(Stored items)
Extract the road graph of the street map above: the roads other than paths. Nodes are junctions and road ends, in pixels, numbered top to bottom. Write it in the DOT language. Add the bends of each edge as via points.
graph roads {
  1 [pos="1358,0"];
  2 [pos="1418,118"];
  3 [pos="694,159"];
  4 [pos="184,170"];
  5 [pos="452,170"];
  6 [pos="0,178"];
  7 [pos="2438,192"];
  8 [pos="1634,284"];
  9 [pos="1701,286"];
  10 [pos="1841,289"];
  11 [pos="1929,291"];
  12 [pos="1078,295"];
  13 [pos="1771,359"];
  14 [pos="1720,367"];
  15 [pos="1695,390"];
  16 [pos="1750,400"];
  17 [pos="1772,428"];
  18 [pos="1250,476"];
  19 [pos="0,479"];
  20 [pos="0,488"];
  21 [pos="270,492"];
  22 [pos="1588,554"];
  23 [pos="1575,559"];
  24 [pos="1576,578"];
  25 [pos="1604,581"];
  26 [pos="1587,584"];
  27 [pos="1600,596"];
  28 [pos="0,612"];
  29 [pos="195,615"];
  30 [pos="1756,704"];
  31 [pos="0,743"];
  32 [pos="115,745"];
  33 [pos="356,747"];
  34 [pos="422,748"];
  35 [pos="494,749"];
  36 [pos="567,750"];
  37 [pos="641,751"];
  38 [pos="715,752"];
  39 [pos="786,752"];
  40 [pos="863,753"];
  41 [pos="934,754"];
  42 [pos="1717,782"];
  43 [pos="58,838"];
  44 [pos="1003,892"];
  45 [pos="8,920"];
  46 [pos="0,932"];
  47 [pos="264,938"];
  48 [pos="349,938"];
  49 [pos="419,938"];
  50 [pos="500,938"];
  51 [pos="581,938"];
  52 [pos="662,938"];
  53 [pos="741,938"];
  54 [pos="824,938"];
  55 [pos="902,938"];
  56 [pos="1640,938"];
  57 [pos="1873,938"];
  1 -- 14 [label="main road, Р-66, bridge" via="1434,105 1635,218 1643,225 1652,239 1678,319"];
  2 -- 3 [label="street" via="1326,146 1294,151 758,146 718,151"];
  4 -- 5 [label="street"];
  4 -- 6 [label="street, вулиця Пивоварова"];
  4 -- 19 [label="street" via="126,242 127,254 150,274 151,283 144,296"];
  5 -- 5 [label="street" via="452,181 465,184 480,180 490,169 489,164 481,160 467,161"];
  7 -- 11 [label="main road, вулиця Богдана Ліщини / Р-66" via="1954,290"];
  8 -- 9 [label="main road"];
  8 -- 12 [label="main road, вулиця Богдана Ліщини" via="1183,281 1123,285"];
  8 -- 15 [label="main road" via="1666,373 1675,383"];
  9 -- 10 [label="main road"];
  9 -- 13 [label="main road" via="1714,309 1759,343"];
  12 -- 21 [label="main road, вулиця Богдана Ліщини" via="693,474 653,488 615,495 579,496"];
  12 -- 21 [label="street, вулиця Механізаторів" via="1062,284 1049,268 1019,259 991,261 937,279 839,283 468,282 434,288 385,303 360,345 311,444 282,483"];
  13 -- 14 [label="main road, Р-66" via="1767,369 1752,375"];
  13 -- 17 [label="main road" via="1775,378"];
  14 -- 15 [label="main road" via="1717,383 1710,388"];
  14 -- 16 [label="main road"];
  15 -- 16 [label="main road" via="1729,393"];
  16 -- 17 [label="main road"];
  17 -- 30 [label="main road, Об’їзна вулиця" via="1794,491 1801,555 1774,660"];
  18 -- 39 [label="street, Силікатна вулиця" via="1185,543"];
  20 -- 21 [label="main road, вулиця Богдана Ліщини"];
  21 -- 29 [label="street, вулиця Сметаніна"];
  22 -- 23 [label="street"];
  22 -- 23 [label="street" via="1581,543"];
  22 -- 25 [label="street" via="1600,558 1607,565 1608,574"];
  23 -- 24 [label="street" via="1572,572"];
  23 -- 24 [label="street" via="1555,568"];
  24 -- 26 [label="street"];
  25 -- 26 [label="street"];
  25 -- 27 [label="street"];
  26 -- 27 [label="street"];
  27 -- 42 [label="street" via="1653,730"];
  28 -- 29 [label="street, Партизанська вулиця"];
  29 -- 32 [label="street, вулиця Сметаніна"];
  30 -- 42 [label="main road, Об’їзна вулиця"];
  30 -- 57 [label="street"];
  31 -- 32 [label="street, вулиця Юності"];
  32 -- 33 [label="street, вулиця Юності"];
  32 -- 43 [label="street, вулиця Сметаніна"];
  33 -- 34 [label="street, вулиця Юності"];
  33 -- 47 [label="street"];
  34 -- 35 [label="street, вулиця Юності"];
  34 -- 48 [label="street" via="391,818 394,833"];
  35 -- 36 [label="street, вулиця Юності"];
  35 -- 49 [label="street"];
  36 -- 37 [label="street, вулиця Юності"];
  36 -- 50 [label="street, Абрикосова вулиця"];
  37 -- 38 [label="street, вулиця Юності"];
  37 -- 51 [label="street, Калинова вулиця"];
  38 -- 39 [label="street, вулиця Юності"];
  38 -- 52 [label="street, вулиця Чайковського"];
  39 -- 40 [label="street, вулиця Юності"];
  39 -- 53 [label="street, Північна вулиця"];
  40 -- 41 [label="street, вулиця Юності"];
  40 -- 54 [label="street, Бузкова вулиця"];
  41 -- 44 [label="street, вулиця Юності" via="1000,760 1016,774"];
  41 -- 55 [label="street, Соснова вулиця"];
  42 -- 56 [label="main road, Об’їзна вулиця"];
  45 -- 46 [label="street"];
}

Task goal -> You are asked to copy all of the entries above exactly.

Result of this task ->
Extract the road graph of the street map above: the roads other than paths. Nodes are junctions and road ends, in pixels, numbered top to bottom. Write it in the DOT language. Add the bends of each edge as via points.
graph roads {
  1 [pos="1358,0"];
  2 [pos="1418,118"];
  3 [pos="694,159"];
  4 [pos="184,170"];
  5 [pos="452,170"];
  6 [pos="0,178"];
  7 [pos="2438,192"];
  8 [pos="1634,284"];
  9 [pos="1701,286"];
  10 [pos="1841,289"];
  11 [pos="1929,291"];
  12 [pos="1078,295"];
  13 [pos="1771,359"];
  14 [pos="1720,367"];
  15 [pos="1695,390"];
  16 [pos="1750,400"];
  17 [pos="1772,428"];
  18 [pos="1250,476"];
  19 [pos="0,479"];
  20 [pos="0,488"];
  21 [pos="270,492"];
  22 [pos="1588,554"];
  23 [pos="1575,559"];
  24 [pos="1576,578"];
  25 [pos="1604,581"];
  26 [pos="1587,584"];
  27 [pos="1600,596"];
  28 [pos="0,612"];
  29 [pos="195,615"];
  30 [pos="1756,704"];
  31 [pos="0,743"];
  32 [pos="115,745"];
  33 [pos="356,747"];
  34 [pos="422,748"];
  35 [pos="494,749"];
  36 [pos="567,750"];
  37 [pos="641,751"];
  38 [pos="715,752"];
  39 [pos="786,752"];
  40 [pos="863,753"];
  41 [pos="934,754"];
  42 [pos="1717,782"];
  43 [pos="58,838"];
  44 [pos="1003,892"];
  45 [pos="8,920"];
  46 [pos="0,932"];
  47 [pos="264,938"];
  48 [pos="349,938"];
  49 [pos="419,938"];
  50 [pos="500,938"];
  51 [pos="581,938"];
  52 [pos="662,938"];
  53 [pos="741,938"];
  54 [pos="824,938"];
  55 [pos="902,938"];
  56 [pos="1640,938"];
  57 [pos="1873,938"];
  1 -- 14 [label="main road, Р-66, bridge" via="1434,105 1635,218 1643,225 1652,239 1678,319"];
  2 -- 3 [label="street" via="1326,146 1294,151 758,146 718,151"];
  4 -- 5 [label="street"];
  4 -- 6 [label="street, вулиця Пивоварова"];
  4 -- 19 [label="street" via="126,242 127,254 150,274 151,283 144,296"];
  5 -- 5 [label="street" via="452,181 465,184 480,180 490,169 489,164 481,160 467,161"];
  7 -- 11 [label="main road, вулиця Богдана Ліщини / Р-66" via="1954,290"];
  8 -- 9 [label="main road"];
  8 -- 12 [label="main road, вулиця Богдана Ліщини" via="1183,281 1123,285"];
  8 -- 15 [label="main road" via="1666,373 1675,383"];
  9 -- 10 [label="main road"];
  9 -- 13 [label="main road" via="1714,309 1759,343"];
  12 -- 21 [label="main road, вулиця Богдана Ліщини" via="693,474 653,488 615,495 579,496"];
  12 -- 21 [label="street, вулиця Механізаторів" via="1062,284 1049,268 1019,259 991,261 937,279 839,283 468,282 434,288 385,303 360,345 311,444 282,483"];
  13 -- 14 [label="main road, Р-66" via="1767,369 1752,375"];
  13 -- 17 [label="main road" via="1775,378"];
  14 -- 15 [label="main road" via="1717,383 1710,388"];
  14 -- 16 [label="main road"];
  15 -- 16 [label="main road" via="1729,393"];
  16 -- 17 [label="main road"];
  17 -- 30 [label="main road, Об’їзна вулиця" via="1794,491 1801,555 1774,660"];
  18 -- 39 [label="street, Силікатна вулиця" via="1185,543"];
  20 -- 21 [label="main road, вулиця Богдана Ліщини"];
  21 -- 29 [label="street, вулиця Сметаніна"];
  22 -- 23 [label="street"];
  22 -- 23 [label="street" via="1581,543"];
  22 -- 25 [label="street" via="1600,558 1607,565 1608,574"];
  23 -- 24 [label="street" via="1572,572"];
  23 -- 24 [label="street" via="1555,568"];
  24 -- 26 [label="street"];
  25 -- 26 [label="street"];
  25 -- 27 [label="street"];
  26 -- 27 [label="street"];
  27 -- 42 [label="street" via="1653,730"];
  28 -- 29 [label="street, Партизанська вулиця"];
  29 -- 32 [label="street, вулиця Сметаніна"];
  30 -- 42 [label="main road, Об’їзна вулиця"];
  30 -- 57 [label="street"];
  31 -- 32 [label="street, вулиця Юності"];
  32 -- 33 [label="street, вулиця Юності"];
  32 -- 43 [label="street, вулиця Сметаніна"];
  33 -- 34 [label="street, вулиця Юності"];
  33 -- 47 [label="street"];
  34 -- 35 [label="street, вулиця Юності"];
  34 -- 48 [label="street" via="391,818 394,833"];
  35 -- 36 [label="street, вулиця Юності"];
  35 -- 49 [label="street"];
  36 -- 37 [label="street, вулиця Юності"];
  36 -- 50 [label="street, Абрикосова вулиця"];
  37 -- 38 [label="street, вулиця Юності"];
  37 -- 51 [label="street, Калинова вулиця"];
  38 -- 39 [label="street, вулиця Юності"];
  38 -- 52 [label="street, вулиця Чайковського"];
  39 -- 40 [label="street, вулиця Юності"];
  39 -- 53 [label="street, Північна вулиця"];
  40 -- 41 [label="street, вулиця Юності"];
  40 -- 54 [label="street, Бузкова вулиця"];
  41 -- 44 [label="street, вулиця Юності" via="1000,760 1016,774"];
  41 -- 55 [label="street, Соснова вулиця"];
  42 -- 56 [label="main road, Об’їзна вулиця"];
  45 -- 46 [label="street"];
}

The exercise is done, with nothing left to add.